### Task to carry out
If a line in the data holds the string "with", list it.

..............................

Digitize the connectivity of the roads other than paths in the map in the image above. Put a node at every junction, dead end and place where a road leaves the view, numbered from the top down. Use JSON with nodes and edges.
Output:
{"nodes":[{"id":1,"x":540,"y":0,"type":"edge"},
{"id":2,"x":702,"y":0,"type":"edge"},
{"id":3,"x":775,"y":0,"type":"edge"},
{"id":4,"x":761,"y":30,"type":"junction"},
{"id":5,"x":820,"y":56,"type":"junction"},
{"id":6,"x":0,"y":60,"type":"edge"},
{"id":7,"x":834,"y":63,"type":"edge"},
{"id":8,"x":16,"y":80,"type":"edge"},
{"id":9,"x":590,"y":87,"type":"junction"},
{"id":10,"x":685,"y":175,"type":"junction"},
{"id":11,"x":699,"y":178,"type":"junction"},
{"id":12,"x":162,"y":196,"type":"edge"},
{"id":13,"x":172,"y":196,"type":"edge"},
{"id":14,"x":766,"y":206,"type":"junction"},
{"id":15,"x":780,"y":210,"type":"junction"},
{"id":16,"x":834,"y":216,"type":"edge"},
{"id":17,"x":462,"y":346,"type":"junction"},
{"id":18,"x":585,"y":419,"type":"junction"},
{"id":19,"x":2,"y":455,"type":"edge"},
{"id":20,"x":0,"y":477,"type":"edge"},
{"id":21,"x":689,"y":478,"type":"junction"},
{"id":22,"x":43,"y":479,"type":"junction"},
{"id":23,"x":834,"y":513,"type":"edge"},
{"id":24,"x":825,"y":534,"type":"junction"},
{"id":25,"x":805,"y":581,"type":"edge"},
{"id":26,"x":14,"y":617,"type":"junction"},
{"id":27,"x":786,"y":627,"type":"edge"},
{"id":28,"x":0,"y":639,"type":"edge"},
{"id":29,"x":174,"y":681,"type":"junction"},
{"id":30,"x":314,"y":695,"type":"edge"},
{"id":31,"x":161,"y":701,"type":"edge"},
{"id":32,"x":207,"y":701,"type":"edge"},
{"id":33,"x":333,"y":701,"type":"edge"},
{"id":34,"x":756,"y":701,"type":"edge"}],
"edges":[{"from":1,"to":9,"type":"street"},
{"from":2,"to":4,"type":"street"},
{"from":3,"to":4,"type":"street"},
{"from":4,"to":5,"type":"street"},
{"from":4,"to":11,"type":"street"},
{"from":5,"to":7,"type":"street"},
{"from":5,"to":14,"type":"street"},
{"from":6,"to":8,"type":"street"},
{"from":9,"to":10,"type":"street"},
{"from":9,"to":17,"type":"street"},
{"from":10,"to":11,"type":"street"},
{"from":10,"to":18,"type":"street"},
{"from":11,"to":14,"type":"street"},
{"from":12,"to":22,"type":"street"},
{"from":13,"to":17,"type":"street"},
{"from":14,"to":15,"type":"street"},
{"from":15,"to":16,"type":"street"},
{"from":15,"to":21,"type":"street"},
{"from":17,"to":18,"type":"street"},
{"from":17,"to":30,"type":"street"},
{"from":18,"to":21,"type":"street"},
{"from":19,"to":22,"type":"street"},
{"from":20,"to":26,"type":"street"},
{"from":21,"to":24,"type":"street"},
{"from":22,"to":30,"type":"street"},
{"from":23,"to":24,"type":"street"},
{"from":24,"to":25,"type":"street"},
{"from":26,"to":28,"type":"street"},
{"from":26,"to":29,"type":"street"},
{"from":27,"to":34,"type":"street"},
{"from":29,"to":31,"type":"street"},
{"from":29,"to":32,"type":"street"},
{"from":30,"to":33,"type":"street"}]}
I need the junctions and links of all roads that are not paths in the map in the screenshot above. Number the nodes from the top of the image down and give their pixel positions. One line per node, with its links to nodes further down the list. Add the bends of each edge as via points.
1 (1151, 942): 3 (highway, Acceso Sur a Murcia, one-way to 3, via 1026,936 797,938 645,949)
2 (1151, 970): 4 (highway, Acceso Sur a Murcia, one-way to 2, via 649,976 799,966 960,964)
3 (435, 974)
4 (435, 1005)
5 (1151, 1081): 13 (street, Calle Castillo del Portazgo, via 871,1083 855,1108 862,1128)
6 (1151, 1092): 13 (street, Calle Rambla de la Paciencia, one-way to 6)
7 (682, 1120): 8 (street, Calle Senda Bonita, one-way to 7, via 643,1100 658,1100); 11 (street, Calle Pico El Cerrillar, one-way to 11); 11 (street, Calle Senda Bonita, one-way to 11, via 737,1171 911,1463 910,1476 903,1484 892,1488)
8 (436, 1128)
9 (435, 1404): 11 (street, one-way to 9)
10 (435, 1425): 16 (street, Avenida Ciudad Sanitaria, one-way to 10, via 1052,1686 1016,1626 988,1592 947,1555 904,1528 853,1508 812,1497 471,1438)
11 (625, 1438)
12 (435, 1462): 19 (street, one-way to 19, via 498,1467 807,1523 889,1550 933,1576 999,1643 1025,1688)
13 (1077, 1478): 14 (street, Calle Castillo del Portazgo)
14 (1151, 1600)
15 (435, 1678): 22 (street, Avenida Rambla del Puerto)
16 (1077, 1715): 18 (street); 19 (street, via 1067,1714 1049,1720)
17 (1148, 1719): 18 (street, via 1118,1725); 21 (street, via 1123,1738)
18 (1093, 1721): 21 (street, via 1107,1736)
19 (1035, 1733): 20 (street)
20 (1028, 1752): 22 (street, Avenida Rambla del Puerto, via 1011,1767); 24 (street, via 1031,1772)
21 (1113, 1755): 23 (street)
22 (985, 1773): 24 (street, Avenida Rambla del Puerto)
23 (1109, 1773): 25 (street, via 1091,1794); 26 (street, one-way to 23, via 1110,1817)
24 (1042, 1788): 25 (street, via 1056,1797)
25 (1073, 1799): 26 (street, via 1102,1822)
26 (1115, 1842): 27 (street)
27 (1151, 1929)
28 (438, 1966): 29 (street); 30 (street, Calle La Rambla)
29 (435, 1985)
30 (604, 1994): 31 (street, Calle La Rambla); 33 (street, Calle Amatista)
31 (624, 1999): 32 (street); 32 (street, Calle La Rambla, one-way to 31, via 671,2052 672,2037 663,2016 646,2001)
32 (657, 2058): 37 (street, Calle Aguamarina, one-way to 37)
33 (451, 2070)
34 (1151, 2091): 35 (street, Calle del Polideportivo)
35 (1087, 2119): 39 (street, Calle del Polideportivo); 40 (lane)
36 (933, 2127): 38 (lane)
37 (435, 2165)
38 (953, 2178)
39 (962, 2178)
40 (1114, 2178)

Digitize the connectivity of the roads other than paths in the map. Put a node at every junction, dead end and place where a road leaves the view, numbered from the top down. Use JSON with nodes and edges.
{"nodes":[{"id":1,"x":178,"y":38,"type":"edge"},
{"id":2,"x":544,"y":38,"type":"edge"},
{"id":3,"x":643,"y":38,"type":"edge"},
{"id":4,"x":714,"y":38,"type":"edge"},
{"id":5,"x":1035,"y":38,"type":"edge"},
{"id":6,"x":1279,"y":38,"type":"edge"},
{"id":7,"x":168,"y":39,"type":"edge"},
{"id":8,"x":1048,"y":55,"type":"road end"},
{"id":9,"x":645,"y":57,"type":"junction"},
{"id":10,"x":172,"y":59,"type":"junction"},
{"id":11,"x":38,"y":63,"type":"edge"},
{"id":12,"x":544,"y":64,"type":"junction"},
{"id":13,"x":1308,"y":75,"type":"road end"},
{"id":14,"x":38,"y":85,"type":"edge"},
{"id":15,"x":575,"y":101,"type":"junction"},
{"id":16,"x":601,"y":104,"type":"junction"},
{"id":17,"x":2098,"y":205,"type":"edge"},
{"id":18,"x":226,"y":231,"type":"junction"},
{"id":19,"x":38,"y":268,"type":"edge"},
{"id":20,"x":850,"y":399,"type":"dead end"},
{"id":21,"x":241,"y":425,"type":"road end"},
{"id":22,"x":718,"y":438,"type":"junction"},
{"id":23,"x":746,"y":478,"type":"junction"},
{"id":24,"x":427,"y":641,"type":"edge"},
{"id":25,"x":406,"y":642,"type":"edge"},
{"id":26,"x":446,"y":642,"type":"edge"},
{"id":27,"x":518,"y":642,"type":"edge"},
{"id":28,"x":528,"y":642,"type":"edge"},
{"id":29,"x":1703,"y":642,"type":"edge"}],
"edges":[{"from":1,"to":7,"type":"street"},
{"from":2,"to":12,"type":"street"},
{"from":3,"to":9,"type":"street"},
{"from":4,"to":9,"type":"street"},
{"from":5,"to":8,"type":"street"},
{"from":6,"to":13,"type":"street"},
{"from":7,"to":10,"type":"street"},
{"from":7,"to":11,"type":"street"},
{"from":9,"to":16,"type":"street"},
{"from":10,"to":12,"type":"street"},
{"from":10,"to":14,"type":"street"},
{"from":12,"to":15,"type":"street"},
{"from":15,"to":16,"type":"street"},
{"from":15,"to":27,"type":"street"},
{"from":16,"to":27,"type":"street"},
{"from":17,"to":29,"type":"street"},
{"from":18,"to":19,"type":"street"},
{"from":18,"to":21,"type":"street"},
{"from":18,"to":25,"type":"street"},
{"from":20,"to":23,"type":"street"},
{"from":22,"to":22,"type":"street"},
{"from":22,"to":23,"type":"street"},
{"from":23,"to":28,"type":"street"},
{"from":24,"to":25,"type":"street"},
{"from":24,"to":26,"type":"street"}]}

..............................

### Your response
Digitize the connectivity of the roads other than paths in the map in the image above. Put a node at every junction, dead end and place where a road leaves the view, numbered from the top down. Use JSON with nodes and edges.
I need the junctions and links of all roads that are not paths in the map in the screenshot above. Number the nodes from the top of the image down and give their pixel positions. One line per node, with its links to nodes further down the list. Add the bends of each edge as via points.
Digitize the connectivity of the roads other than paths in the map. Put a node at every junction, dead end and place where a road leaves the view, numbered from the top down. Use JSON with nodes and edges.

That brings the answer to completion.